I think this is what Amd means but i'm not sure what one.
Another Minor Delay
Another Major Disappointment


It's tough to be a fan of AMD right now. So much going wrong. Not competing with Intel, new chip that has issues keeping up with older one, GPUs that do ok, but presumably are no faster then Nvidia's midrange, driver releases that can't keep schedule so they bail on monthly releases, etc. I need some sand for my head...

Funny i can still find only 2 680's at newegg not to mention its only 10% faster while being around 10% more efficient while costing around 10% more compared to the 7970. But i'm real disappointed in Amd i just don't think this stuff is going to end their limited supply issue can be traced back to the Athlon days. Throughout their whole existence their usually a generation behind Intel or worse(from 1990-2012). At least they helped keep Intel honest.
 
Aeronautical Maintenance Disaster

Flies great until the crash landing. Also known as falling with style.
--
Desktop Trinity and the driver updates don't seem like a big problem. I bet the drivers will be like Nvidia's setup. Release Beta's often and WHQL drivers when enough changes occur.

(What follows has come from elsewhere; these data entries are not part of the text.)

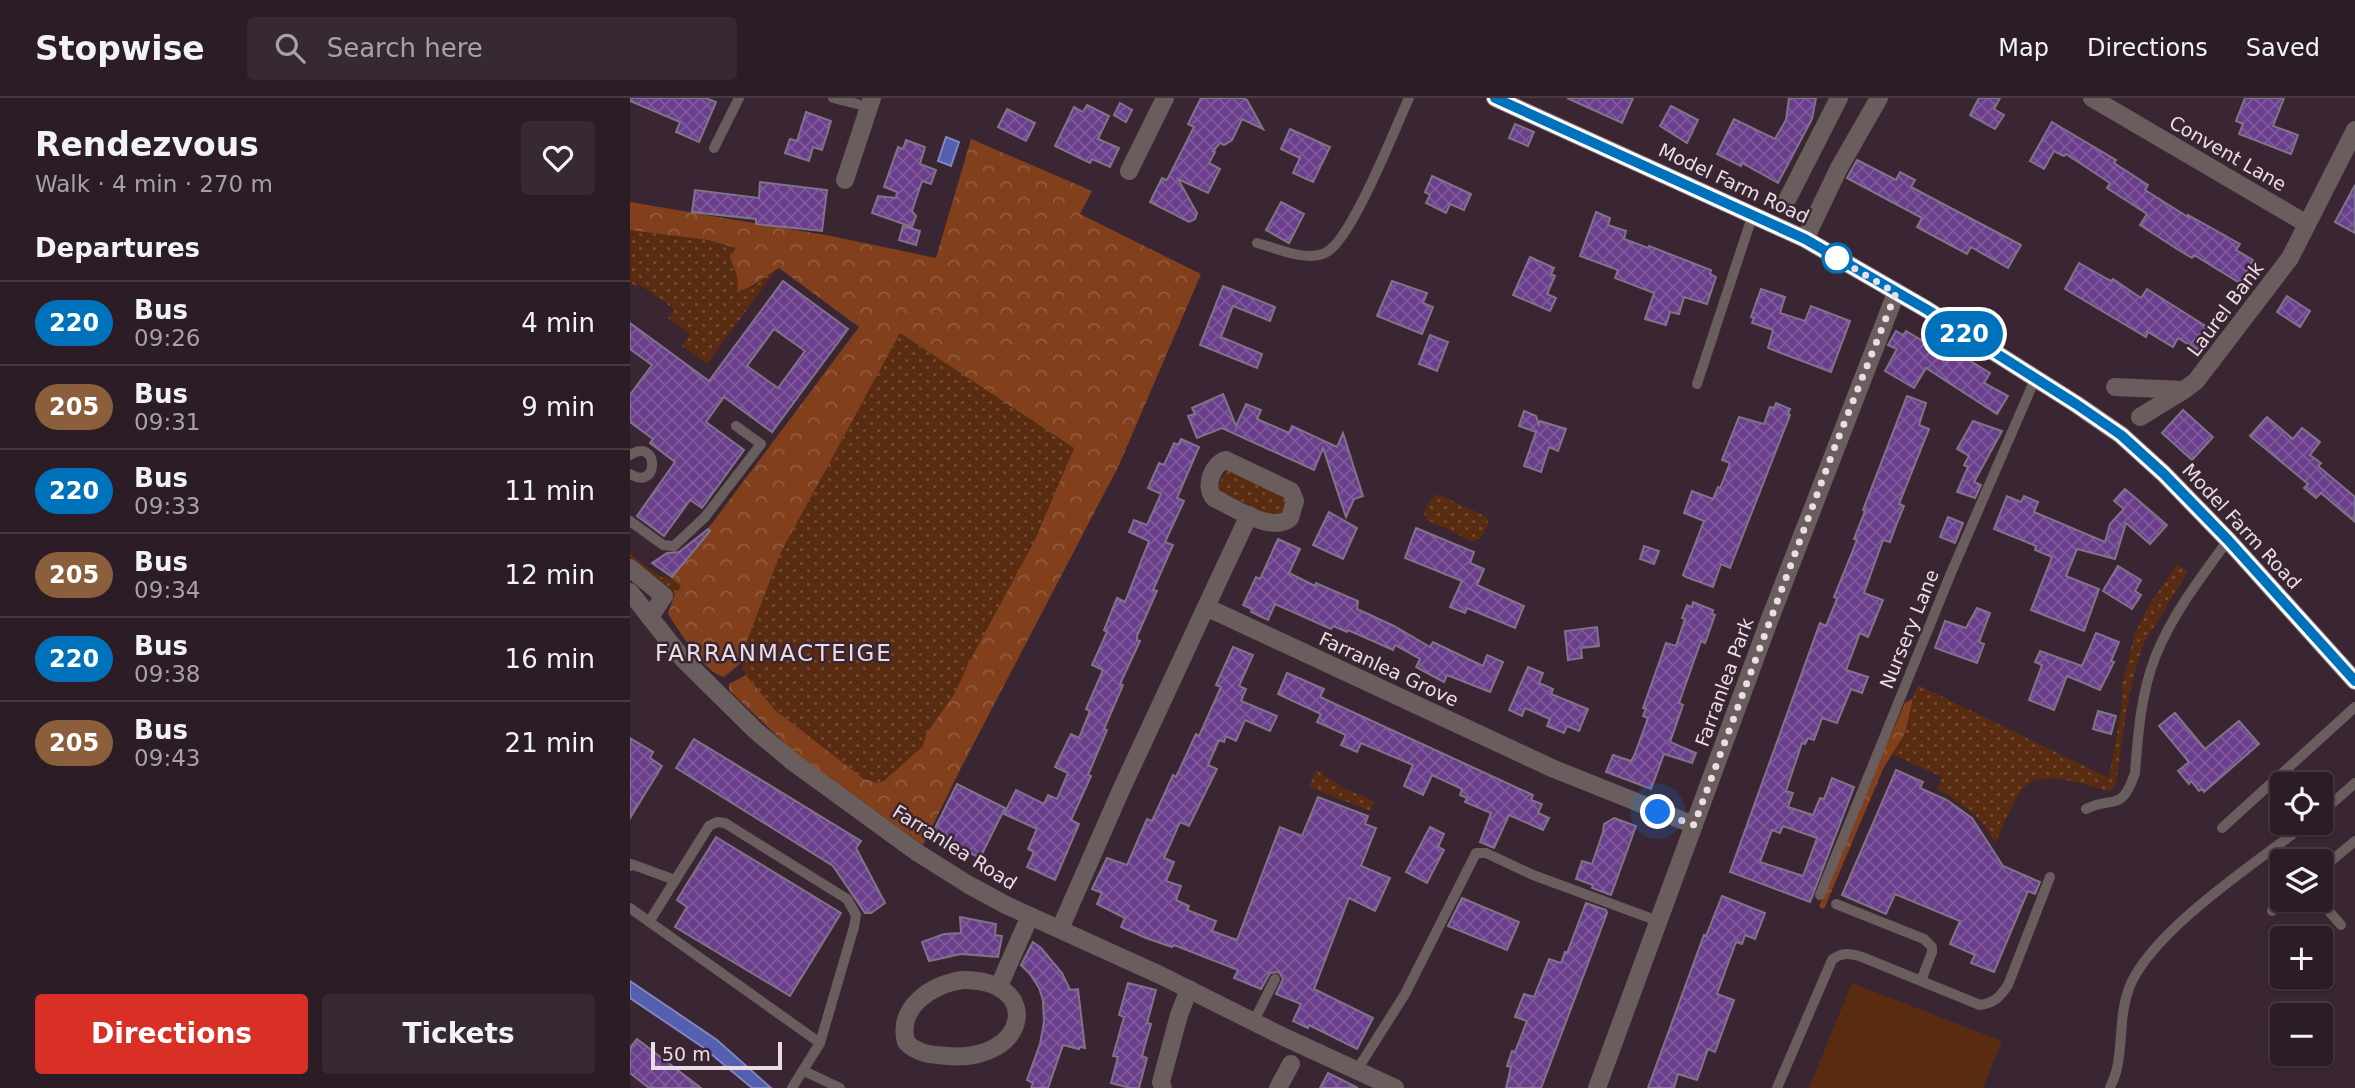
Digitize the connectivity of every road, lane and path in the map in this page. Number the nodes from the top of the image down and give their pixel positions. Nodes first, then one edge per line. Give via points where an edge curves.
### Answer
1 (739, 98) edge
2 (833, 98) edge
3 (1165, 98) edge
4 (1409, 98) edge
5 (1495, 98) edge
6 (1839, 98) edge
7 (2092, 98) edge
8 (1876, 99) edge
9 (871, 103) edge
10 (2355, 130) edge
11 (713, 148) dead end
12 (1129, 171) dead end
13 (845, 180) dead end
14 (1788, 198) dead end
15 (1754, 214) junction
16 (2308, 224) junction
17 (1805, 239) junction
18 (1257, 243) dead end
19 (1896, 293) junction
20 (2035, 379) junction
21 (1697, 384) dead end
22 (2115, 387) dead end
23 (2184, 390) junction
24 (2140, 417) dead end
25 (736, 426) dead end
26 (630, 455) edge
27 (630, 475) edge
28 (1249, 515) junction
29 (630, 521) edge
30 (2228, 540) junction
31 (630, 568) edge
32 (630, 592) edge
33 (1206, 607) junction
34 (650, 617) junction
35 (2355, 681) edge
36 (2355, 707) edge
37 (2355, 783) edge
38 (2333, 802) edge
39 (2086, 809) dead end
40 (1694, 825) junction
41 (2222, 828) dead end
42 (2292, 835) edge
43 (2355, 841) edge
44 (2275, 848) joint
45 (2333, 859) edge
46 (630, 866) edge
47 (2050, 877) dead end
48 (675, 880) junction
49 (1820, 895) dead end
50 (1836, 904) dead end
51 (630, 908) edge
52 (2330, 912) edge
53 (1030, 916) junction
54 (1658, 921) junction
55 (649, 922) junction
56 (2342, 925) dead end
57 (1060, 929) junction
58 (1275, 979) dead end
59 (1921, 981) junction
60 (999, 986) junction
61 (1189, 989) junction
62 (1254, 1021) junction
63 (820, 1043) junction
64 (1291, 1064) dead end
65 (1357, 1070) junction
66 (804, 1071) junction
67 (792, 1088) edge
68 (840, 1088) edge
69 (1163, 1088) edge
70 (1278, 1088) edge
71 (1395, 1088) edge
72 (1597, 1088) edge
73 (1777, 1088) edge
74 (2109, 1088) edge

1 - 11 lane
2 - 9 lane
3 - 12 street
4 - 18 lane via 1338,242 1326,253 1311,255
5 - 15 main road, Model Farm Road
6 - 14 street
7 - 16 street, Convent Lane
8 - 17 street
9 - 13 street
10 - 16 street, Laurel Bank
15 - 17 main road, Model Farm Road
15 - 21 lane
16 - 23 street, Laurel Bank via 2290,258 2208,368
17 - 19 main road, Model Farm Road
19 - 20 main road, Model Farm Road
19 - 40 street, Farranlea Park
20 - 30 main road, Model Farm Road via 2141,452
20 - 49 lane, Nursery Lane
22 - 23 street
23 - 24 street, Laurel Bank
25 - 29 lane via 761,444 705,517 674,546 663,545
26 - 27 lane via 643,451 653,463 644,477
28 - 28 street via 1211,494 1209,484 1220,461 1284,486 1294,496 1294,512 1286,522 1267,523
28 - 33 street
30 - 35 main road, Model Farm Road
30 - 39 lane via 2176,615 2156,654 2143,697 2135,773 2126,793 2114,804
31 - 34 street via 664,596
32 - 34 street, Farranlea Road
33 - 40 street, Farranlea Grove via 1554,769
33 - 57 street
34 - 53 street, Farranlea Road via 723,701 793,762 918,853
36 - 41 lane
37 - 38 lane
40 - 54 street, Farranlea Park
42 - 44 lane
43 - 45 lane
44 - 74 lane via 2164,939 2135,975 2124,1003 2117,1068
46 - 48 lane
47 - 59 lane via 2013,974 1995,1000 1980,1005
48 - 55 lane
48 - 63 lane via 709,826 717,822 847,899 856,915 854,927
50 - 59 lane via 1930,944 1932,952
51 - 55 lane
52 - 56 lane
53 - 57 street, Farranlea Road
53 - 60 street
54 - 65 lane via 1476,853 1405,993
54 - 72 street, Farranlea Park
55 - 63 lane
57 - 61 street, Farranlea Road
58 - 62 lane
59 - 73 lane via 1862,957 1844,953 1832,960
60 - 60 street via 1014,1002 1016,1014 1012,1033 997,1048 955,1057 922,1052 906,1042 909,1015 928,991 962,980
61 - 62 street, Farranlea Road
61 - 69 street via 1177,1020
62 - 65 street, Farranlea Road
63 - 66 lane
64 - 70 street
65 - 71 street, Farranlea Road
66 - 67 lane
66 - 68 lane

The bad part about the Trinity delay is that it's another delay... Mainstream desktop isn't that important anymore, but every little thing helps.

And Agreeing with Semi that Pci-e3 is a "checkbox, 'must have'" item for desktop at least(which isn't important). HPCs won't like this though...

Let's see how AMD flies before giving up on it entirely.
 
Aeronautical Maintenance Disaster

Flies great until the crash landing. Also known as falling with style.
--
Desktop Trinity and the driver updates don't seem like a big problem. I bet the drivers will be like Nvidia's setup. Release Beta's often and WHQL drivers when enough changes occur.

The bad part about the Trinity delay is that it's another delay... Mainstream desktop isn't that important anymore, but every little thing helps.

And Agreeing with Semi that Pci-e3 is a "checkbox, 'must have'" item for desktop at least(which isn't important). HPCs won't like this though...

Let's see how AMD flies before giving up on it entirely.

I encourage every desktop/gaming enthusiast to buy Intel for this generation. AMD clearly is walking away from this area of development and I do not like the direction the CEO is leading the company. When AMD is again serious as Intel is about their high performance CPUs, I will be a serious AMD fan again. In the meanwhile I will keep reading and dreaming about the AMD that could be.

To the fans who believe AMD is going in the right direction, I will ask this question: How can one expect a first class APU from a company who is not investing in first class CPU technology?